> _EXERCISE PROMPT_: In the entries below, find every line holding the string "dead" and collect it.
───── DATASET ENTRIES
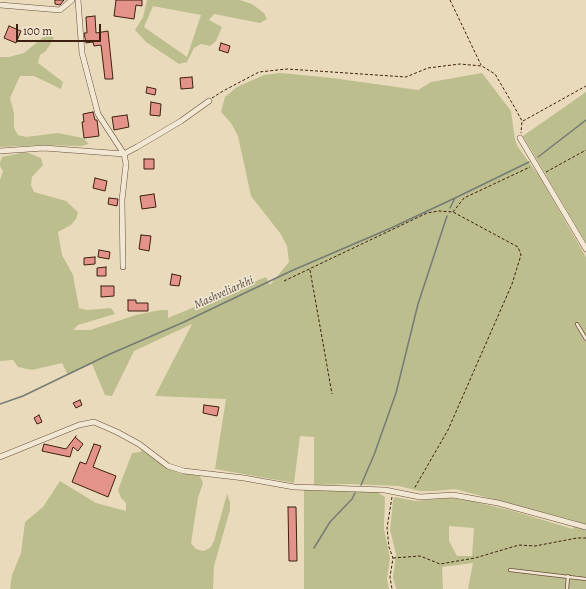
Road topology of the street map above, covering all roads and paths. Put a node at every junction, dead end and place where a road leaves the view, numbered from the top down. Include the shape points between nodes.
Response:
1 (72, 0) edge
2 (78, 0) edge
3 (450, 0) edge
4 (0, 5) edge
5 (482, 66) junction
6 (586, 86) edge
7 (209, 101) joint
8 (522, 121) junction
9 (520, 138) joint
10 (586, 150) edge
11 (0, 151) edge
12 (124, 154) junction
13 (536, 164) junction
14 (542, 174) junction
15 (454, 212) junction
16 (586, 249) edge
17 (123, 267) dead end
18 (310, 269) junction
19 (284, 281) dead end
20 (577, 324) dead end
21 (586, 339) edge
22 (332, 394) dead end
23 (0, 457) edge
24 (394, 492) junction
25 (411, 495) junction
26 (586, 528) edge
27 (586, 538) edge
28 (393, 558) junction
29 (510, 570) dead end
30 (568, 576) junction
31 (586, 579) edge
32 (392, 589) edge
33 (567, 589) edge

1 - 4 street via 60,10
2 - 12 street via 82,53 98,114
3 - 5 path
5 - 7 path via 460,64 428,68 406,77 287,69 259,72 222,91
5 - 8 path via 495,74
6 - 8 path
7 - 12 street via 181,121
8 - 9 path
9 - 13 street
10 - 14 path
11 - 12 street via 44,148
12 - 17 street via 126,164 122,200
13 - 14 street
13 - 15 path via 464,198
14 - 16 street
15 - 18 path via 428,213
15 - 25 path via 518,247 521,255 512,284 448,430
18 - 19 path
18 - 22 path
20 - 21 lane
23 - 24 street via 79,425 94,422 139,444 168,466 184,471 294,487
24 - 25 street
24 - 28 path via 390,501 387,528
25 - 26 street via 453,495 490,501
27 - 28 path via 535,546 519,545 476,558 440,564 420,556
28 - 32 path via 390,577
29 - 30 lane
30 - 31 lane
30 - 33 lane

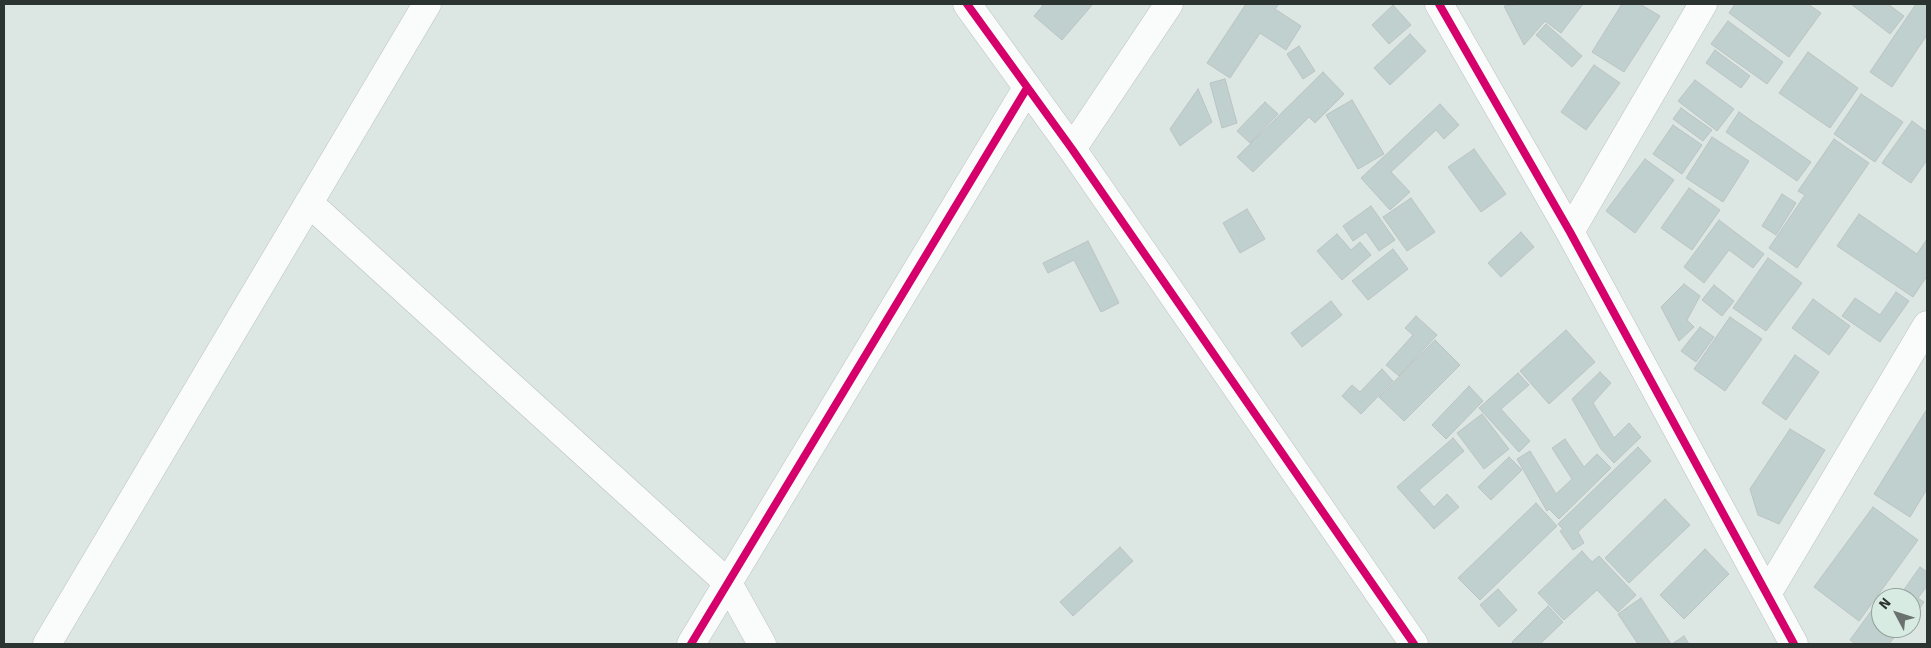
──────────
> _SOLUTION BELOW_:
Road topology of the street map above, covering all roads and paths. Put a node at every junction, dead end and place where a road leaves the view, numbered from the top down. Include the shape points between nodes.
17 (123, 267) dead end
19 (284, 281) dead end
20 (577, 324) dead end
22 (332, 394) dead end
29 (510, 570) dead end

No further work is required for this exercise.